The Scottish fellow sees us struggling to get Sharon up one medium-sized hill, and just takes over, zipping Sharon right up there. I ask to see his tattoo, the lower part being visible below the arm line of his tee shit, and he flashes it here. I ask what is it, and he says "Thistle." {The emblem of Scotland}He helps us up one more hill, then they left us. Below right is a Newfie poem you can read. Key phrases are 'blackflies' and 'bakeapple'. Hopefully Sharon will tell stories about them. {Blackflies, Ugh! Nancy and I both discover bites on the backs of our necks that are actually bleeding. She finds out from a local that they are from the blackflies that love to get up under your hairline and bite you to drink your blood. Vampires! And the bakeapple is a type of berry here that they make jelly from. Wait! How is it that I know these things? Thanks to Google, I'm alaways looking things up.}

Sharon asked me to get a photo of the plant below, at left. {It's a pitcher plant, one of those types that trap and "eat" bugs to suppliment the poor soil they grow in. Like the Venus Fly Trap. This one is growing in the peat bog that we walked through (OK, I rode through) on the way to the boat landing.} I got a barely-acceptable blurry photo of a flying Gray Jay, a very nicely marked bird.
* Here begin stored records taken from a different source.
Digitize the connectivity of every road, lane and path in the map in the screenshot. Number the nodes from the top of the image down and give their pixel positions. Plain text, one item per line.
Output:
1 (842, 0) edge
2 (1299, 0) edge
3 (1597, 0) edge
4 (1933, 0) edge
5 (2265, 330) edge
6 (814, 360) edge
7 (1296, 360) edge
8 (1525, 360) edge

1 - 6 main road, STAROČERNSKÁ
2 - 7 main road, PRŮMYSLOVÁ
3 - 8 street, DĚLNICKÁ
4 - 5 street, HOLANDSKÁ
The purple colors just exploded in the sun.

We go back home, then into town for a restaurant on the water. A tiny, pretty local student is our waitress, and we put in our orders. I get the sense that a good sunset is happening, and it's so good, I run back in to get my camera. I take a dozen of the most moving sunsets I can remember. Here is one of the last ones.That's the sun setting over the water, and a dock that sticks into the water. One of several people down there watching the sunset is himself caught standing in the light in my photo. {Our waitress, Jessica, also runs out to take pictures. We ask "Is this an unusual sunset?" Beause it is so beautiful. But she says "No,it happens most nights, but I always run out to take pictures".}

We again meet the honeymooning couple with the small son, eating an ice cream and visiting with other people around them. They are also watching the sunset. We swap what's going on right now with both of us, and they are a very interesting couple, very envious of our two-month vacation.

That's it for another day. See you tomorrow.

PS This girl said she recognized me from the vegetarian club, but I'd never met herbivore.

Began: Grand Codroy RV Park, Doyles, Newfoundland
Pass Through: Corner Brook, Deer Lake
End: Gros Morne RV Park, Rocky Harbor, Newfoundland
Miles Today: 200
Miles for Trip: 5884 (doesn't count ferry rides)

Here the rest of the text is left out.